Hari demi hari hubungan mereka
semakin baik. Perasaan Bintha juga tak menentu kepada Leo, Bintha merasa Leo
punya banyak kelebihan yang membuat yang membuat Bintha selalu ingin didekat
Leo dan kelihatannya hal itu tidak jauh berbeda dengan apa yang dirasakan oleh
Sahrani. Namun, mereka tidak saling mengetahui satu sama lain.
Semua berjalan seperti biasa, sampai
suatu siang saat Bintha berjalan ke perpustakaan yang lokasinya berbeda gedung, tiba-tiba ada yang menarik tangannya.

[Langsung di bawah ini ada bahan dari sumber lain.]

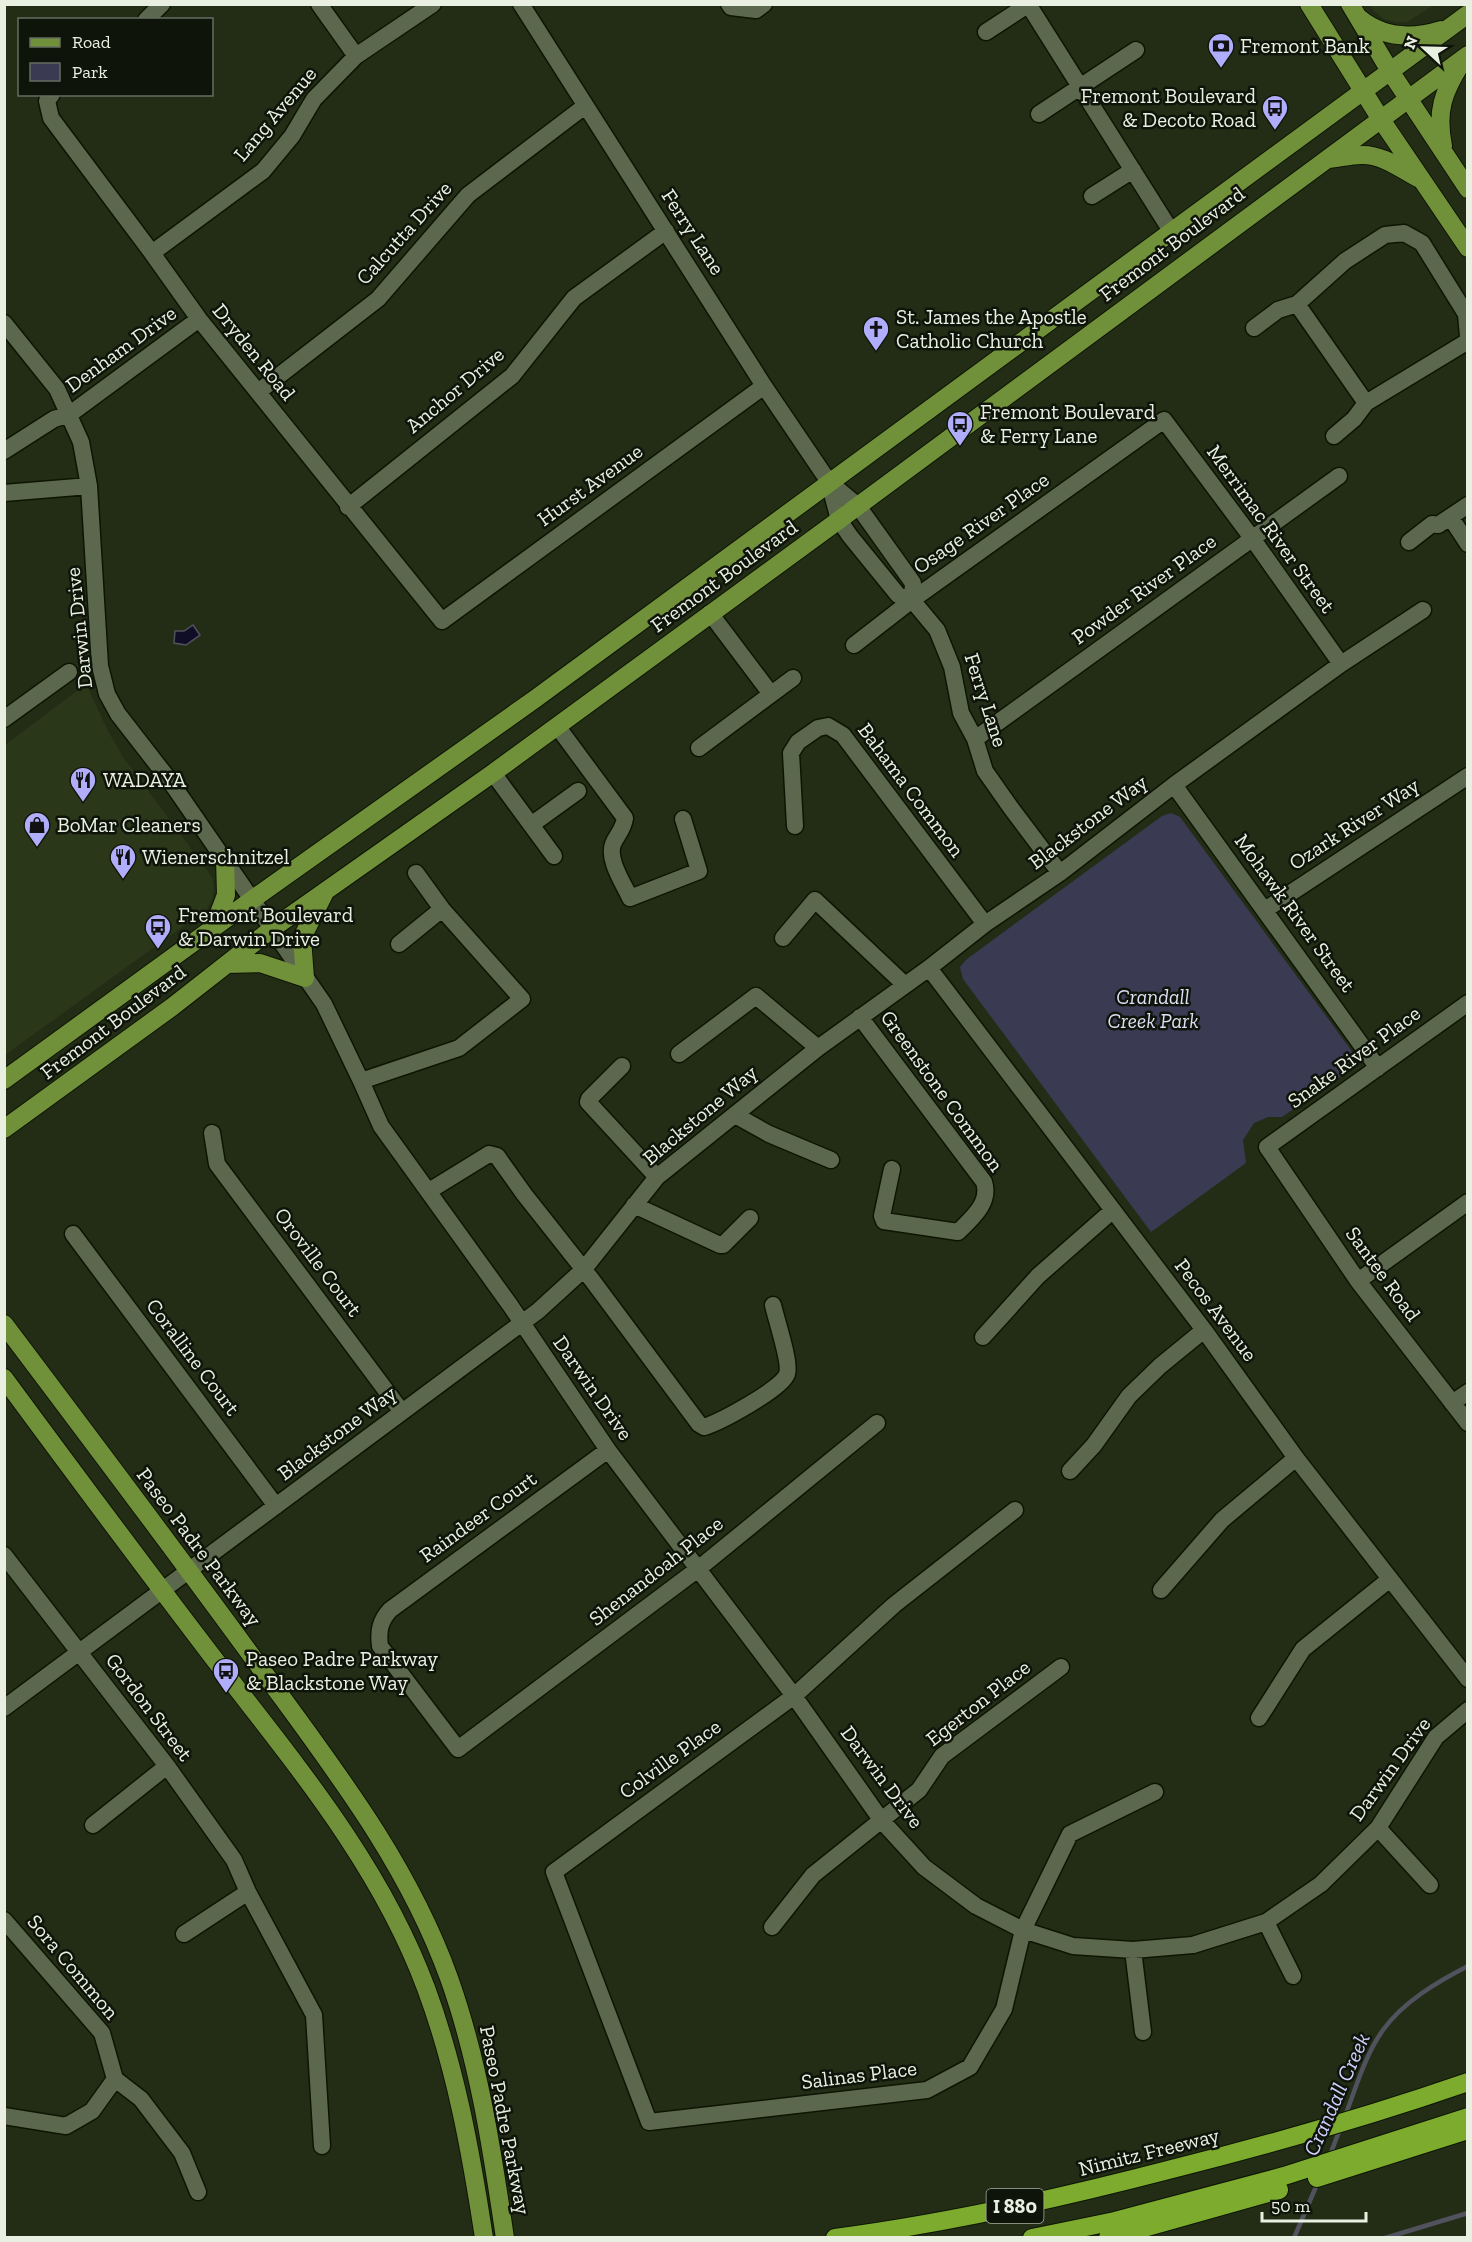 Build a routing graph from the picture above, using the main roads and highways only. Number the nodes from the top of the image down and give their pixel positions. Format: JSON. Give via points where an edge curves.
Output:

“Aku mau ngomong sesuatu sama kamu.”
Ucap cowok itu yang tak lain adalah Leo
Jantung Bintha mau copot rasanya tapi
dia berusaha tenang dan berkata “apa?”
“Nggak bisa disini.” Leo celingukan
“Di cafe tea saja.” Ucap Leo yang
kelihatan tergesa-gesa sebari menarik tangan Bintha
Sesampainya di cafe tea mereka duduk
dan memesan dua gelas lemon tea. Bintha memulai pembicaraan “Em, sekarang apa
yang mau kamu omongin?”
“Em,gimana ya, aku bingung
ngomongnya.” Leo terlihat gelisah
“Oke kamu minum dulu, baru kamu
ngomong.” Saran Bintha yang bertambah penasaran dengan Leo.

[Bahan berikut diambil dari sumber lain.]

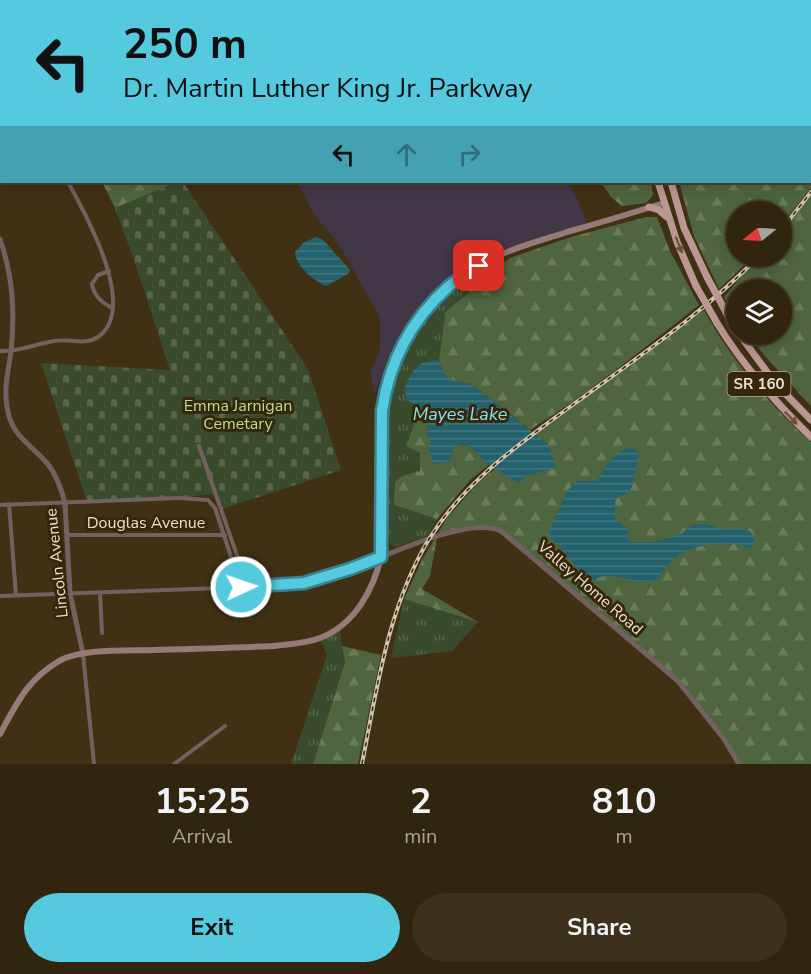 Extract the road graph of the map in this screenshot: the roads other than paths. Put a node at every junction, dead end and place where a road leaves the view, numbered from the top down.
1 (68, 183) edge
2 (658, 183) edge
3 (671, 183) edge
4 (664, 203) junction
5 (649, 207) junction
6 (680, 213) junction
7 (669, 219) junction
8 (0, 239) edge
9 (109, 272) junction
10 (113, 308) junction
11 (726, 312) edge
12 (747, 345) edge
13 (0, 351) edge
14 (11, 351) junction
15 (811, 420) edge
16 (811, 437) edge
17 (200, 446) dead end
18 (65, 503) junction
19 (9, 504) junction
20 (0, 505) edge
21 (67, 535) junction
22 (225, 535) junction
23 (381, 557) junction
24 (241, 587) junction
25 (248, 587) junction
26 (70, 593) junction
27 (100, 593) junction
28 (0, 596) edge
29 (16, 596) junction
30 (102, 633) dead end
31 (83, 654) junction
32 (225, 726) dead end
33 (0, 734) edge
34 (94, 764) edge
35 (174, 764) edge
36 (739, 764) edge

1 - 9 street
2 - 4 highway, SR 160
3 - 4 highway
3 - 6 highway
4 - 5 main road
4 - 6 highway
4 - 7 highway, SR 160
5 - 7 highway
5 - 23 main road
6 - 11 highway, bridge
7 -> 16 highway, SR 160, bridge
8 - 14 street, Lincoln Avenue
9 - 10 street
9 - 10 street
10 - 14 street
12 - 15 highway, SR 160
13 - 14 street
14 - 18 street, Lincoln Avenue
17 - 25 street
18 - 19 street
18 - 21 street, Lincoln Avenue
18 - 22 street
19 - 20 street
19 - 29 street
21 - 22 street, Douglas Avenue
21 - 26 street, Lincoln Avenue
22 - 24 street
23 - 25 street
23 - 31 main road
23 - 36 street, Valley Home Road
24 - 25 street
24 - 27 street
26 - 27 street
26 - 29 street
26 - 31 street, Lincoln Avenue
27 - 30 street
28 - 29 street
31 - 33 main road
31 - 34 street
32 - 35 street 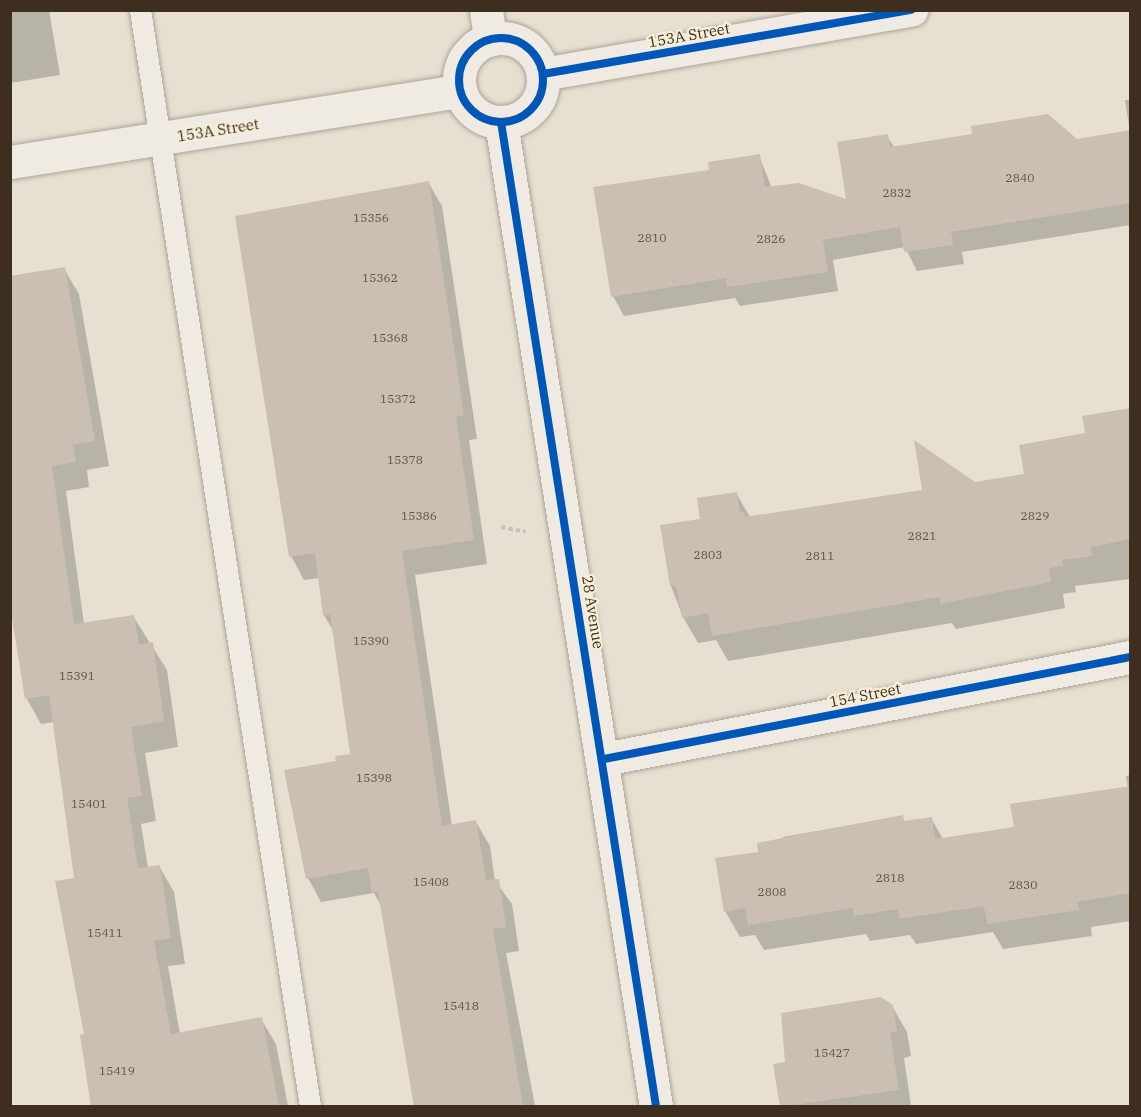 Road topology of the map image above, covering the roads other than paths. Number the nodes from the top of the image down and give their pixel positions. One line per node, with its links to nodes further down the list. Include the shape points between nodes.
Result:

Cowok itu menuruti saran temannya
itu, lalu berkata “Bin, kamu kan sahabatan dengan Sahrani sejak dulu, tentu
kamu lebih kenal dia.”
Bintha mengangguk
“Em,Bin..selama ini aku aku sayang
banget sama orang, ya bisa dibilang jatuh cinta begitu.” Wajah Leo tampak
begitu serius.
Bintha semakin bingung dengan
munculnya berbagai pertanyaan dibenaknya dan Leo pun meneruskan kalimatnya “Dan
dia adalah...”
“Siapa?” Kata itu terlontar begitu
saja dari mulut Bintha
“Sahrani”
Duer, rasanya Bintha seperti disambar
petir di siang bolong yang membuat hatinya hancur berkeping-keping. Air mata
Binta berdesakan ingin keluar tapi dengan segenap tenaga Bintha menahannya dan
berkata “lalu?” Suaranya hampir tak terdengar.

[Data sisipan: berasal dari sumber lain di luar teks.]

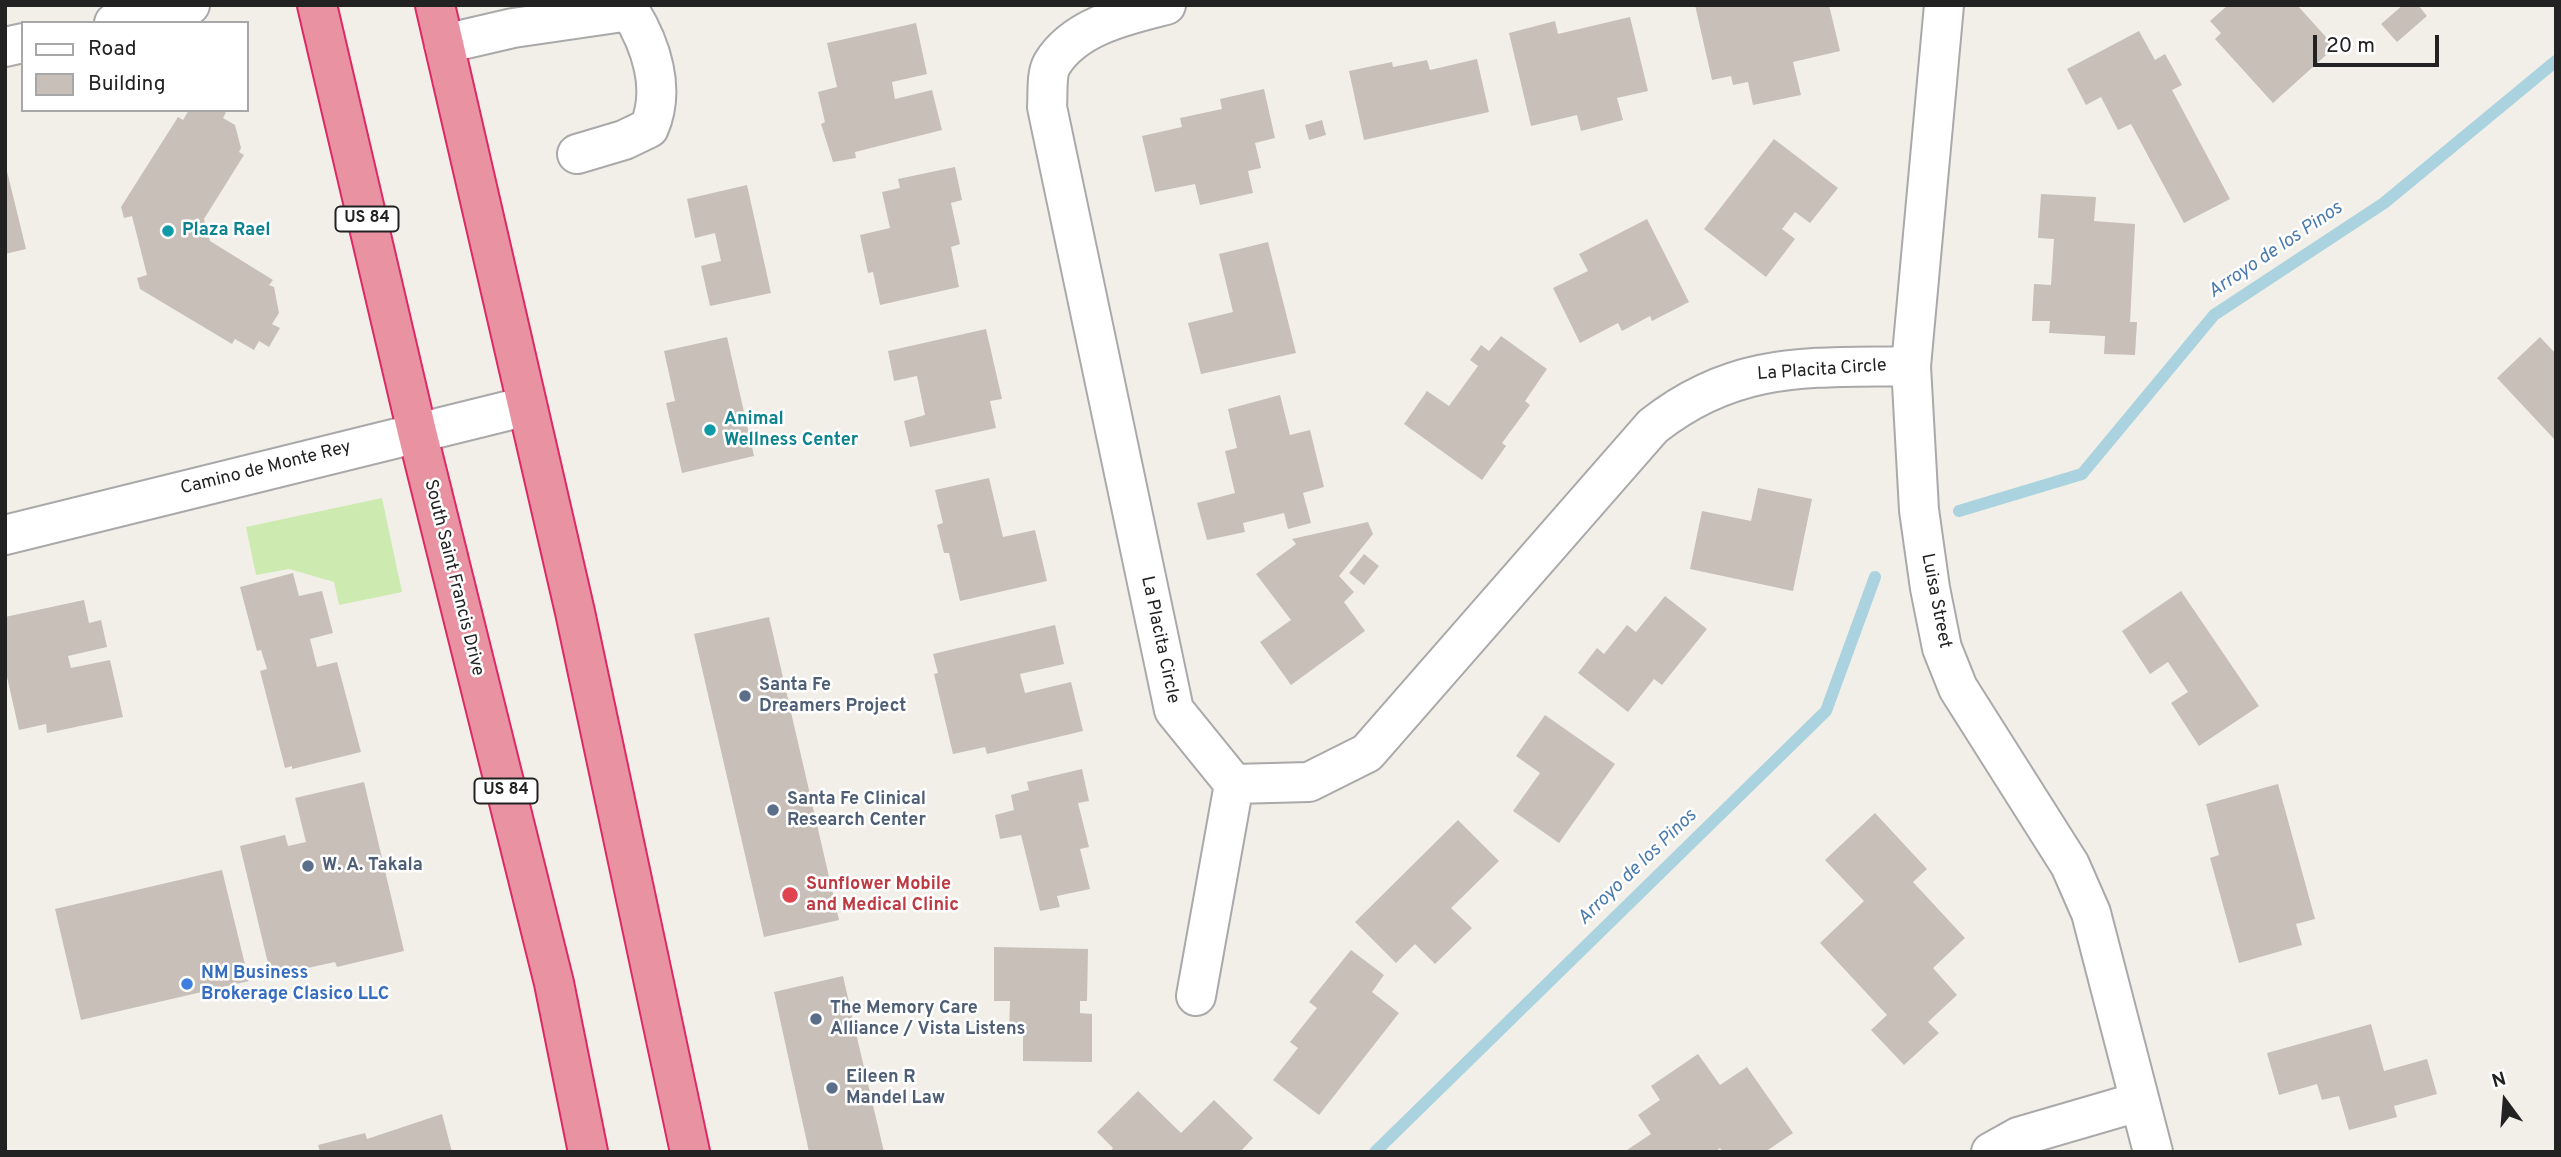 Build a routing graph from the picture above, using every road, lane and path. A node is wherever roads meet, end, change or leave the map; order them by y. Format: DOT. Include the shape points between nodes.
graph roads {
  1 [pos="190,5"];
  2 [pos="317,5"];
  3 [pos="435,5"];
  4 [pos="1166,5"];
  5 [pos="1944,5"];
  6 [pos="122,21"];
  7 [pos="444,44"];
  8 [pos="577,154"];
  9 [pos="1911,366"];
  10 [pos="527,406"];
  11 [pos="417,432"];
  12 [pos="5,535"];
  13 [pos="1234,784"];
  14 [pos="1196,996"];
  15 [pos="2138,1101"];
  16 [pos="588,1152"];
  17 [pos="690,1152"];
  18 [pos="1991,1152"];
  19 [pos="2153,1152"];
  1 -- 6 [label="street"];
  2 -- 11 [label="highway, South Saint Francis Drive / US 84"];
  3 -- 7 [label="highway"];
  4 -- 13 [label="street, La Placita Circle" via="1111,20 1078,38 1051,65 1047,107 1174,710"];
  5 -- 9 [label="street, Luisa Street"];
  7 -- 8 [label="street" via="629,10 650,55 656,111 649,128"];
  7 -- 10 [label="highway"];
  9 -- 13 [label="street, La Placita Circle" via="1762,372 1684,402 1653,426 1367,753 1309,782"];
  9 -- 15 [label="street, Luisa Street" via="1919,510 1942,648 1958,688 2070,865 2091,913"];
  10 -- 11 [label="street, Camino de Monte Rey"];
  10 -- 17 [label="highway"];
  11 -- 12 [label="street, Camino de Monte Rey"];
  11 -- 16 [label="highway, South Saint Francis Drive / US 84" via="554,983"];
  13 -- 14 [label="street"];
  15 -- 18 [label="street" via="2018,1137"];
  15 -- 19 [label="street, Luisa Street"];
}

“Malam ini kami ada janji mau nonton
dan rencananya aku mau ngungkapin isi hatiku.”
Dengan perasaan hancur Bintha
terpaksa membuka mulutnya.
“Bagus, so apa hubungannya dengan
aku?”
“Selama ini aku ngerasa kamu sudah
baik banget sama aku, aku berharap kita bisa jadi sahabat baik. Jadi aku mau
minta pendapat kamu.” Ucap Leo tanpa melepas pandangannya dari Bintha.
“Pendapatku em, sepertinya Sahrani
juga sama kayak yang kamu rasain. Jadi ya aku akan dukung 100% hubungan
kalian.” Suara Bintha terdengar bergetar.
“Makasih Bintha, kamu memang baik
banget.” Ucap Leo kemudian
“Eh Bin, pulang yuk udah sore nih.”
Ajak Leo
“Oke.” Jawab Bintha mantap
Leo mengantar Bintha sampai depan
rumah.
“Enggak mampir dulu?” Bintha sudah bisa
mengendalikan perasaannya
“Enggak lain kali saja, sudah sore
nih !” Kata Leo sambil berjalan menuju motor kesayangannya.
“Eh, Bin jangan sia-siakan kebaikan Reza
ya..” Ucap Leo lagi saat menaiki motornya.
Leo segera melajukan motornya setelah
meluncurkan kata itu, sebelum Bintha melontarkan pertanyaan.
Semalam Bintha menumpahkan
kesedihannya kepada teddy bearnya dengan kata-kata Leo tadi.
“Reza memang misterius dia agak
pendiam jadi terkesan angkuh, tapi bila sudah kenal dia baik banget, tampangnya
pun nggak kalah dengan Leo.” Pikiran itu muncul tiba-tiba di otak Bintha.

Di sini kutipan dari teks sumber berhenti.